(Source data)

== == ==

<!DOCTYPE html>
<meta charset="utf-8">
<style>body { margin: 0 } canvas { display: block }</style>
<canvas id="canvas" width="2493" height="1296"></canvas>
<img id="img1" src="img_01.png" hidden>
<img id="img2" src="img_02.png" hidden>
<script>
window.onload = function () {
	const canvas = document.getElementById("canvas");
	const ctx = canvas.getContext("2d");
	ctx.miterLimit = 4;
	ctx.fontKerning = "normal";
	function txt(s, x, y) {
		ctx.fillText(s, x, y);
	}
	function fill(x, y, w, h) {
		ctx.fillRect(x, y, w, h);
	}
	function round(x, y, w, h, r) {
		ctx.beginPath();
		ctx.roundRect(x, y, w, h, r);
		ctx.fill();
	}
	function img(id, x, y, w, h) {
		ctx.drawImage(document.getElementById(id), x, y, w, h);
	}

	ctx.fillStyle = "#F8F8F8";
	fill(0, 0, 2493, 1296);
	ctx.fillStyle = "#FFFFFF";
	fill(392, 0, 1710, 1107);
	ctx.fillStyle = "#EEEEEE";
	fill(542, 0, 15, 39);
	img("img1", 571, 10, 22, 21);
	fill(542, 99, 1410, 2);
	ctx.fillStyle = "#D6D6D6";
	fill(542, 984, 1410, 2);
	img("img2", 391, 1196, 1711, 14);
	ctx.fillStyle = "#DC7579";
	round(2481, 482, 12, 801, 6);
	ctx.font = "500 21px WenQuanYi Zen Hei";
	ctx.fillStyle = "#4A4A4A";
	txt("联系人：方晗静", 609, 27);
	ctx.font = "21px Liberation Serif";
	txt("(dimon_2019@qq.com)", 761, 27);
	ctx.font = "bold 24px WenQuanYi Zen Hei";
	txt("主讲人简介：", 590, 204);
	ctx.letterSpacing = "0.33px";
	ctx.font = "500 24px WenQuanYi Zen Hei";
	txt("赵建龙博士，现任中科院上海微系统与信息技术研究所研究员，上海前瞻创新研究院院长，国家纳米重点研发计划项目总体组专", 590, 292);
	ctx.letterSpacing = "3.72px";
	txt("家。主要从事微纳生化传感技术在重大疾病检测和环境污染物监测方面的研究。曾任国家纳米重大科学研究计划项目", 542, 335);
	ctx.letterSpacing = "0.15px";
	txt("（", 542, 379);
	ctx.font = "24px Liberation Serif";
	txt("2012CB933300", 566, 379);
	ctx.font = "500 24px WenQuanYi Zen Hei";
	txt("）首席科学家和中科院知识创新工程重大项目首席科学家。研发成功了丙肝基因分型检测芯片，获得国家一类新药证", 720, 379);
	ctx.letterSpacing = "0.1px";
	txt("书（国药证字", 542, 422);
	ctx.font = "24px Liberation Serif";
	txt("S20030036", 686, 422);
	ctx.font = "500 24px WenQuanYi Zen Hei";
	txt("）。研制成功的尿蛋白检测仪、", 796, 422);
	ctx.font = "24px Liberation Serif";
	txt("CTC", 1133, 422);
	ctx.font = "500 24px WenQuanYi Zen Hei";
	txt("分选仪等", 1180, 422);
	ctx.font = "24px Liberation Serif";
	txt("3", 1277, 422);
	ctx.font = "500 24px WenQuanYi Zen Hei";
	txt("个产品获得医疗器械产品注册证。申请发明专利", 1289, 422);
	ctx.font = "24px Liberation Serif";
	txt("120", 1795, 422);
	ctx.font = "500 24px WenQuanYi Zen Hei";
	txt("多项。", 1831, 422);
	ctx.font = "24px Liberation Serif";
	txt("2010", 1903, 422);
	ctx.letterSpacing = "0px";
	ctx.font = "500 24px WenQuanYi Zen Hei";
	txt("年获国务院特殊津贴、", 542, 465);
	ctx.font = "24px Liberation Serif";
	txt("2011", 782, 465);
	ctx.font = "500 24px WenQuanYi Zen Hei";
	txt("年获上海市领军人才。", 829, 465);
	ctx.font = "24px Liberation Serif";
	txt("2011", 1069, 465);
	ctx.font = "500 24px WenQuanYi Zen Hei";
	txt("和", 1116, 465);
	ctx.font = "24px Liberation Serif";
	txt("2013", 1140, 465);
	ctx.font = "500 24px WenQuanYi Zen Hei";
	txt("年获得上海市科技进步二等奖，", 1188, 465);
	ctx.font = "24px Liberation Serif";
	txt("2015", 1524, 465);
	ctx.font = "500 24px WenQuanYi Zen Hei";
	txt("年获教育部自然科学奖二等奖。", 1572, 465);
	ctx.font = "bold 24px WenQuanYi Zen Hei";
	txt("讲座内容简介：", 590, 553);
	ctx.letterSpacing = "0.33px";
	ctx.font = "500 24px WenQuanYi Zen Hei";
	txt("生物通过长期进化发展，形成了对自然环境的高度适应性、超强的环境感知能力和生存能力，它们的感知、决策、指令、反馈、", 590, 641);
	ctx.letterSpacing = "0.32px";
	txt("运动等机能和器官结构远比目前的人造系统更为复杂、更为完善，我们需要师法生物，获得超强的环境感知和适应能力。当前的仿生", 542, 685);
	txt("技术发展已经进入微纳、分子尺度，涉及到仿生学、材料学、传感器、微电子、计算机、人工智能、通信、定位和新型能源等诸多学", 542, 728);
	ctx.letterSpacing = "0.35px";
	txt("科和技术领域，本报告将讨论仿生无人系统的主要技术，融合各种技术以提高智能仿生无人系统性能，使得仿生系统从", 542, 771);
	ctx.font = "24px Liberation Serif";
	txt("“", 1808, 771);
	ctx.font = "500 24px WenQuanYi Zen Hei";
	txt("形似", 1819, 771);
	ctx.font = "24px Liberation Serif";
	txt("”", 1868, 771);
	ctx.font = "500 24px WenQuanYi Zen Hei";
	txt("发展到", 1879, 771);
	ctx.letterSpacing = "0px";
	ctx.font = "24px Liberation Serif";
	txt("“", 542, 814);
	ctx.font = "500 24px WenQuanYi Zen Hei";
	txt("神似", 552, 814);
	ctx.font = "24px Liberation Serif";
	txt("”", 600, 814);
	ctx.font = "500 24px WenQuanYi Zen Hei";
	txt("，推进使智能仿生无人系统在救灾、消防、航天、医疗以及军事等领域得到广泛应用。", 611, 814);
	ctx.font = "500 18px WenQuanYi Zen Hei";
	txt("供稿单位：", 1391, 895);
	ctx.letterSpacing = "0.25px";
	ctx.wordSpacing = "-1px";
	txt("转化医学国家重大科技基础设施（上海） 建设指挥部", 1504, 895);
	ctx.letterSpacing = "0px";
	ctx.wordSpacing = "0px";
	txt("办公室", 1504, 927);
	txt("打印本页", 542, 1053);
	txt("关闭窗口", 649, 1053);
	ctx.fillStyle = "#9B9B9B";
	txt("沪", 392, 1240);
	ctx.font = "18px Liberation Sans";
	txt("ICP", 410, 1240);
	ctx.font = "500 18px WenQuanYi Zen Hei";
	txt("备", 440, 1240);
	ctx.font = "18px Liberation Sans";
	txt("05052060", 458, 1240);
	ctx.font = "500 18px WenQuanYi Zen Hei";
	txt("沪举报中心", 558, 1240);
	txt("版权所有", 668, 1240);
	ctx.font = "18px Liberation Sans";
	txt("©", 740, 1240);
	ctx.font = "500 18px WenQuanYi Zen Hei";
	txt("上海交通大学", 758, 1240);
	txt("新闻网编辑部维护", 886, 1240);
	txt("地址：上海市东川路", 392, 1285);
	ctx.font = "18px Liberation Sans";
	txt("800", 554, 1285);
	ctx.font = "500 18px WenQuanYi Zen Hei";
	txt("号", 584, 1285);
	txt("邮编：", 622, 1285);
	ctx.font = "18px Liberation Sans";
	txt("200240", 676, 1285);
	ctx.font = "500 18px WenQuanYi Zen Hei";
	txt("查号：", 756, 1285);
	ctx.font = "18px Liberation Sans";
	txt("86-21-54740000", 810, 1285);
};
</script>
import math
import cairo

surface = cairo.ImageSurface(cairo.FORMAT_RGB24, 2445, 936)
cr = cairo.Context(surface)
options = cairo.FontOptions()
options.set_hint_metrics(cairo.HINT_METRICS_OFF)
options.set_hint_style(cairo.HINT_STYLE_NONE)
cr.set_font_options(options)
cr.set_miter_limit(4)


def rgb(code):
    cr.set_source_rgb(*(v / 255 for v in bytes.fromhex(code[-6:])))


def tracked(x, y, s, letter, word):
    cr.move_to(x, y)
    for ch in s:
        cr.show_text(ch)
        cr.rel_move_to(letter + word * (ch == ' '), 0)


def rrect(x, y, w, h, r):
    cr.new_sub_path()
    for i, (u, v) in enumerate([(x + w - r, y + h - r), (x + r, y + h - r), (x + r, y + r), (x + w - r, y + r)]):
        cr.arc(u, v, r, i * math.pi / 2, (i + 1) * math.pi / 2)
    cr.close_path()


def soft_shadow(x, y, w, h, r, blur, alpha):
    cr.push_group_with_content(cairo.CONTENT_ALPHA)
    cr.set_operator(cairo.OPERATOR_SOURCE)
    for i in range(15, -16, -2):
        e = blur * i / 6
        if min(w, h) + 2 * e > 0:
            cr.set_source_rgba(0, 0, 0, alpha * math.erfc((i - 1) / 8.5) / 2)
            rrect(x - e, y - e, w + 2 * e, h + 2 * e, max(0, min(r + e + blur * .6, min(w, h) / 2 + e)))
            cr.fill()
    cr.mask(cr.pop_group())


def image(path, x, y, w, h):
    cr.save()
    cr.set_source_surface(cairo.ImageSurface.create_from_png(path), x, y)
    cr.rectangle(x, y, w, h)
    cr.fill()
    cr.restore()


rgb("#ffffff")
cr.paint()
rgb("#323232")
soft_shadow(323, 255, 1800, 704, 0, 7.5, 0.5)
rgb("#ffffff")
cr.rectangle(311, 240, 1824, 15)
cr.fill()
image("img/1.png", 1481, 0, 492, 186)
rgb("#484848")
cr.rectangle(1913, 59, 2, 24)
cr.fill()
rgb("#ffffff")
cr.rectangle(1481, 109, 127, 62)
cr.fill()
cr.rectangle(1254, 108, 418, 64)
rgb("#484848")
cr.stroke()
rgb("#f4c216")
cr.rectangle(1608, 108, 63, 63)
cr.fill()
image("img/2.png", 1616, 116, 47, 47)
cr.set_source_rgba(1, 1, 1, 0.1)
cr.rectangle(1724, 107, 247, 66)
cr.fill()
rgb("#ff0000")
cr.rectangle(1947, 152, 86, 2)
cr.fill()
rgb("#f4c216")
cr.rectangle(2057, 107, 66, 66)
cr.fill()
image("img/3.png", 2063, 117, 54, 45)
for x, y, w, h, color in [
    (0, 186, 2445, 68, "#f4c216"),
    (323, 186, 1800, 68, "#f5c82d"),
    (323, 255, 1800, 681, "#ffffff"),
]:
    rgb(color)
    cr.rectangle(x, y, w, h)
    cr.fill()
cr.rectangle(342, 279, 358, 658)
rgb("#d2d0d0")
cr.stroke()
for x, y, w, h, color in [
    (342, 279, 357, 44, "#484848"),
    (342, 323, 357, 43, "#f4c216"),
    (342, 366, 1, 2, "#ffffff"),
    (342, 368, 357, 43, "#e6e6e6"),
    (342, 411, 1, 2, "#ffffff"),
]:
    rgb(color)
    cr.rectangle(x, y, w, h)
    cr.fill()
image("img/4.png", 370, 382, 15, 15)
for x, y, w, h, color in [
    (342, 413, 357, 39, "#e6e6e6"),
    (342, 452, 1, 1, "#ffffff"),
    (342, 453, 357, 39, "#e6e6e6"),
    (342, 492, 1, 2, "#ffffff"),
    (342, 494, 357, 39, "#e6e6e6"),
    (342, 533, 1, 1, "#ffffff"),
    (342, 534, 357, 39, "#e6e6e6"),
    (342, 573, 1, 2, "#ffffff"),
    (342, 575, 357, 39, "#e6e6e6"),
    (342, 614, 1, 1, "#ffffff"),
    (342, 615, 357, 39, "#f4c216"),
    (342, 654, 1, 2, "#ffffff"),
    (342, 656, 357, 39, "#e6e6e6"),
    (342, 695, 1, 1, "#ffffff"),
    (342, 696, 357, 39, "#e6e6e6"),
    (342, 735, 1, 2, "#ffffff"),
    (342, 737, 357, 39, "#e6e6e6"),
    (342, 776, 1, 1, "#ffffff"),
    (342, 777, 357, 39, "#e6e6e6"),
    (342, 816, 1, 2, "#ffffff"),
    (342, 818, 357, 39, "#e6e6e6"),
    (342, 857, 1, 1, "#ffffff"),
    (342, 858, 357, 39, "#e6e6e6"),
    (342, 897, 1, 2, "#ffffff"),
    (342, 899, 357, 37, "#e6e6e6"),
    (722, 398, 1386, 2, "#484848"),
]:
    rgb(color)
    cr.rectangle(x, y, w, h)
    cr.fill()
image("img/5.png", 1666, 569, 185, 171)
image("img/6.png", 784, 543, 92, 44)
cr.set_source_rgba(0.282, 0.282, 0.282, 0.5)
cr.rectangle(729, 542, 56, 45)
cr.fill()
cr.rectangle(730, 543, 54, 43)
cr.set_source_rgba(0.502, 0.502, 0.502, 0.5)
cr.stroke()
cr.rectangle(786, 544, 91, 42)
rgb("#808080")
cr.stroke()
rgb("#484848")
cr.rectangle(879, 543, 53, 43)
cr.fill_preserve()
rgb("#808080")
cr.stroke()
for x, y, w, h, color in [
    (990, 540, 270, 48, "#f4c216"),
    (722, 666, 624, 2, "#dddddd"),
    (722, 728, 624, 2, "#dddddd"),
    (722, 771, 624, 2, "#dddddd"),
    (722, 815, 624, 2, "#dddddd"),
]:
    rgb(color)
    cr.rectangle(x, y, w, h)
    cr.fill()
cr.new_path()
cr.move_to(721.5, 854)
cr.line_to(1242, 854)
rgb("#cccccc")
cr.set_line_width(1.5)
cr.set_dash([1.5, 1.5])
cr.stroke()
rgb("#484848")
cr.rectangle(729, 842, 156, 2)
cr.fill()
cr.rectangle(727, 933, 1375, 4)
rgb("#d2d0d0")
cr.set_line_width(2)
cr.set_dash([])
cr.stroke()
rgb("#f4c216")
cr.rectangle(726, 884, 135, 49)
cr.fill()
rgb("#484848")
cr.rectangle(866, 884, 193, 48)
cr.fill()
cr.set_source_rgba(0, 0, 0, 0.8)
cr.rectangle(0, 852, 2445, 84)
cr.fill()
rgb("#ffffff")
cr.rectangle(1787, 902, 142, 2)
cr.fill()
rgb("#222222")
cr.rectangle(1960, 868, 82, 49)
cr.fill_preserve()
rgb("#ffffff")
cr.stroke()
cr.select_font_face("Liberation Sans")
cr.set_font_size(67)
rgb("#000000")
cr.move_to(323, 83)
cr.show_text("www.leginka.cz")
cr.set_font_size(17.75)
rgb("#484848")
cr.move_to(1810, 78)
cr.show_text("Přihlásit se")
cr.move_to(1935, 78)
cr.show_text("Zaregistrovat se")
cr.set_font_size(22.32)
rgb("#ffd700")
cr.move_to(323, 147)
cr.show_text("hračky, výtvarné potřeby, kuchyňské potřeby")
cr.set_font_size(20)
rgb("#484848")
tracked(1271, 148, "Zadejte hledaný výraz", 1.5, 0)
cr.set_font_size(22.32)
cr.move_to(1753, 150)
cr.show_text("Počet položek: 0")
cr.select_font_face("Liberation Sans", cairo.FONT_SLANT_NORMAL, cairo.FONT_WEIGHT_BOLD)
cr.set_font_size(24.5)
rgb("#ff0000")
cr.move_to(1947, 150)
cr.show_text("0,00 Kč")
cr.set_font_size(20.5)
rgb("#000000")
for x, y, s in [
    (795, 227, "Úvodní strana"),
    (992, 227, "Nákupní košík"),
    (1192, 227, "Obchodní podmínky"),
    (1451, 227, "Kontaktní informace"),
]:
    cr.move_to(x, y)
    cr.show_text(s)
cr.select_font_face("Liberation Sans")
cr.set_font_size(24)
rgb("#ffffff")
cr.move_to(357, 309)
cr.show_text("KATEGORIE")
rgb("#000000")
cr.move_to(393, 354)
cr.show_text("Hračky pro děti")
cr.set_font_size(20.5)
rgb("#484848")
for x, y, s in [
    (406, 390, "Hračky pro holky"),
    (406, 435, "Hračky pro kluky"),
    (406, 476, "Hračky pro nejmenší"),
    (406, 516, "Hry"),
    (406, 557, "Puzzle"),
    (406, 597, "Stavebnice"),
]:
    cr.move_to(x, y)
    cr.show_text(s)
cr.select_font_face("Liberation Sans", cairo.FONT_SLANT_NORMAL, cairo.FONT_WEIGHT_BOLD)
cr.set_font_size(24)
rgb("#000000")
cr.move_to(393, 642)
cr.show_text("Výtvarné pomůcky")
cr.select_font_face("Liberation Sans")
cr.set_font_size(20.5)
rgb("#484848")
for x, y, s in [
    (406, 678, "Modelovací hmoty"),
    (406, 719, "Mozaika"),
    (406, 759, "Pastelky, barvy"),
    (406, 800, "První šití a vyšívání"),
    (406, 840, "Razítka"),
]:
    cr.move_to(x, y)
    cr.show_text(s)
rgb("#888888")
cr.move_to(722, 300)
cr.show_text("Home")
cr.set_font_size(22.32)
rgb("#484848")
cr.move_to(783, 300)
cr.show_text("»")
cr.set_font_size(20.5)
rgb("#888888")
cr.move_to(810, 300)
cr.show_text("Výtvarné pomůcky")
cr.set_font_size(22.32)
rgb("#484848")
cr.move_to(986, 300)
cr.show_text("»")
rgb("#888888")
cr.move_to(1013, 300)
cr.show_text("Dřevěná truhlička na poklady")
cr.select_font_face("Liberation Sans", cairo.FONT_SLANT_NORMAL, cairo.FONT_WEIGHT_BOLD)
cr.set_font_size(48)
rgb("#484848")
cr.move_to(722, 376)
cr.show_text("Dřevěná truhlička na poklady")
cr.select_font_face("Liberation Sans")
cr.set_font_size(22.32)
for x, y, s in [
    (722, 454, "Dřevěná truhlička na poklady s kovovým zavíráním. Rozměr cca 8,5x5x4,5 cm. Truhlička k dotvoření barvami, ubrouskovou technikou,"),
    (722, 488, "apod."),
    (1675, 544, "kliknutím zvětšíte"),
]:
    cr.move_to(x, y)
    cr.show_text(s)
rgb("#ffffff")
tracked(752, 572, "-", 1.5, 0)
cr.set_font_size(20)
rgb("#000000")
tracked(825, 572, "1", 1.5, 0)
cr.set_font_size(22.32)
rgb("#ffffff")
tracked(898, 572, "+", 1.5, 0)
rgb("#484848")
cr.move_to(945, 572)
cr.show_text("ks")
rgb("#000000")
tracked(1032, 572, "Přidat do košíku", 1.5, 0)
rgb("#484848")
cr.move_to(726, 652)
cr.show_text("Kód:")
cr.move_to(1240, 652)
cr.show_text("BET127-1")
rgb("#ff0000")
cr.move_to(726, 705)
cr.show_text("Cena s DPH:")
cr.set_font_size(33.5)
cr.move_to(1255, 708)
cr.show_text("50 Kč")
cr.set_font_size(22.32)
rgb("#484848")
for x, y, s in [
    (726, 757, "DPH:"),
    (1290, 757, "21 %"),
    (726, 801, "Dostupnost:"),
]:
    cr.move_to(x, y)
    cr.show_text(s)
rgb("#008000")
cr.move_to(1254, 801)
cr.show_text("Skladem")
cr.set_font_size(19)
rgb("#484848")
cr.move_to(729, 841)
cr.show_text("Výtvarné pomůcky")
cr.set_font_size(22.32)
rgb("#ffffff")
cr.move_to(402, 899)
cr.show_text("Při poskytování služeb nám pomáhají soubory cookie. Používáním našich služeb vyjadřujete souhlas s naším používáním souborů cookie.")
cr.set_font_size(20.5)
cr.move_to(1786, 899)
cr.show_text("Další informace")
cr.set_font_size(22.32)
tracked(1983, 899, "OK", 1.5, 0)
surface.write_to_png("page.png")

== == ==

(WHAT THE TASK ASKS)
Among the lines above, find those containing the word "wordSpacing" and copy each.

(RESPONSE TO THE TASK)
	ctx.wordSpacing = "-1px";
	ctx.wordSpacing = "0px";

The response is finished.